Delete Twitter and Facebook

It may initially sound like a terrible idea but recent studies have shown that our social media usage has adverse impacts on our mental health and leads to lesser sense of well-being.

25 million social media users in Canada checking their smartphones six times an hour adds up to a lot of needlessly unhappy Canadians.

As difficult as it might be, deleting Facebook, Twitter, and other forms of social media is a surefire way to connect with people who are actually meaningful to you. You have the contact information of those you truly care about. Will you really miss Jaden from grade seven?

No Fast Foods

For many reasons, cutting out fast food is another immediate way to improve your life. Aside from increasing your risk of heart disease and diabetes, fast food also affects your mood, as studies show links between fast food intake and depression. Garbage in, garbage out.

Get a Fish Tank

Beyond their beauty, keeping and watching fish has numerous benefits. Reductions in blood pressure, heart rate, stress, and anxiety can all be attained through watching an aquarium. It’s also been proven that the more fish you keep, the better the overall effect.

Cut the Credit Cards

Being stuck inside your house with unlimited access to every product on the planet, armed with a wallet full of plastic is a recipe for disaster, depending on your sensibilities.

With no immediate consequence, the instant gratification of buying an LED, multi-colour, artificial-jellyfish desk lamp outweighs the longer lasting load of debt. Keeping one card strictly for emergency purposes is one thing but when it comes to general spending, trash the rest of them.

Read Nonfiction

In an age of fake news, one-sided media, and censorship throughout major social media outlets, now might be a better time than ever to start reading nonfiction.

A great source of inspiration, understanding, and new information, nonfiction books let us look at life through an alternative lens, which can give us a better understanding of our own reality. All of that newly-found info also improves our ability to think critically, giving way to better decision-making, and, in turn, more happy.

Quit Smoking

A longer life, decreased risk of heart disease, stroke, and numerous other diseases are all well-documented benefits of quitting smoking. More energy, better looks, and an improved sense of taste and smell are even more reasons to quit smoking.

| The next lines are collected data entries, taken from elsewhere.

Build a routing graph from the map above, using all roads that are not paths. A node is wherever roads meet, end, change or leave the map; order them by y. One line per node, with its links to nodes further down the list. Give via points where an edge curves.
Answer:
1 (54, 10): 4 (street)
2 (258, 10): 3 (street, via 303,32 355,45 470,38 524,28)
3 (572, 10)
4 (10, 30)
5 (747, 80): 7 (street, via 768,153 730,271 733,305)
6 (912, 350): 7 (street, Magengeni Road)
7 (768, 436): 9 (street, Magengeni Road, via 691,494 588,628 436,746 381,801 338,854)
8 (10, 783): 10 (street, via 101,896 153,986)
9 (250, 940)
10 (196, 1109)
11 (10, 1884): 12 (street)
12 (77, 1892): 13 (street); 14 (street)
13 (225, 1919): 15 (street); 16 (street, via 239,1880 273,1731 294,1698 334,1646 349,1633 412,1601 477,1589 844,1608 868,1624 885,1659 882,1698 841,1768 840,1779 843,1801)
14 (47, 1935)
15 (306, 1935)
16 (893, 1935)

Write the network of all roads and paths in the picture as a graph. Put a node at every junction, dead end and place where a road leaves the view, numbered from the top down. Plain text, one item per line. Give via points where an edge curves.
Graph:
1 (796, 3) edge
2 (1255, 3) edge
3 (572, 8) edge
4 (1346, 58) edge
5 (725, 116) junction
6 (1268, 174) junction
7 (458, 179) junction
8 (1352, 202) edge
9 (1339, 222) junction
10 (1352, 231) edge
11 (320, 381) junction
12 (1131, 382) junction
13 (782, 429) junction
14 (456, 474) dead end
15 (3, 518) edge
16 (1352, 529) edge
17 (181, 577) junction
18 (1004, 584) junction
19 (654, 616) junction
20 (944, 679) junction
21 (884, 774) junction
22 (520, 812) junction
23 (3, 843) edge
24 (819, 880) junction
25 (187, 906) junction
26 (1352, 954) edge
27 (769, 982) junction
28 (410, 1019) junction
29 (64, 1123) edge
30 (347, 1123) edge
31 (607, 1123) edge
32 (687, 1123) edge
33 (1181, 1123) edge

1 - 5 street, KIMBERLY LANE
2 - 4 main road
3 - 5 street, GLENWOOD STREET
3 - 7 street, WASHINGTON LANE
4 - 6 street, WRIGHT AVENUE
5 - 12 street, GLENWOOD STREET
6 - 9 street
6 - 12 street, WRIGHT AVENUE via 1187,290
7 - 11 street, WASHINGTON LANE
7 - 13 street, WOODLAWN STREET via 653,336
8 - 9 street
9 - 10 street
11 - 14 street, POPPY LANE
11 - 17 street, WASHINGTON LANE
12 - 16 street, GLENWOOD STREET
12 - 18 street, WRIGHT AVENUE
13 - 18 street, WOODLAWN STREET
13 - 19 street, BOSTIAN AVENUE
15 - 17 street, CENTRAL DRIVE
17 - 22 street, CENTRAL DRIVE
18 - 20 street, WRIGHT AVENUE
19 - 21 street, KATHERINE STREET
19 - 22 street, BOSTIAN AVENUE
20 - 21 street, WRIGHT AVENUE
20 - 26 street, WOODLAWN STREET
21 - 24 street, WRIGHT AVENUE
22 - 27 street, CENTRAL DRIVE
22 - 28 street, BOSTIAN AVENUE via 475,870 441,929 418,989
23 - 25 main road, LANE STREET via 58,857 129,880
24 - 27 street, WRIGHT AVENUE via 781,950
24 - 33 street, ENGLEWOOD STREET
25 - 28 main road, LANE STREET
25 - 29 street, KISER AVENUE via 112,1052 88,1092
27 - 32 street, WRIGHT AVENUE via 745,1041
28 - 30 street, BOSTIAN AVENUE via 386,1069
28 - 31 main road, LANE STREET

If those don’t click, find your own reason; your son or daughter, your dog, ridding yourself forever of yellow fingers. Whatever works, stinky.


Another obvious but often neglected route to an improved state of being is simply to get enough sleep. No more watching tribal gents dig out swimming pools with their bare hands on YouTube at 2:00am.

Sleep provides our bodies with the ability to repair itself as needed as well as process the overwhelming amount of information stored in our brains, ensuring your properly prepared for the next day.

Out With the Energy Drinks

High levels of sugar and even higher levels of caffeine are two big giveaways as to why ditching your favorite form of canned speed would probably be a good idea, too. A jacked up intake of stimulants also leads to headaches, poor sleep, and general irritability. 

Learn a Language

As difficult as it may sound, learning a new language at any age is more than doable and there are plenty of good reasons to do so.

Better decision-making skills, improvements in attention spans, and even a bigger brain are all to gain from learning a second language.

Yet another study has found that being bilingual or multilingual actually delays the onset of dementia up to five years later versus those that speak only one language.

As said, some of these items may be freaky but imagine coming out of 2021 with no wasted moments and no regrets, no matter what may or may not have surrounded us throughout.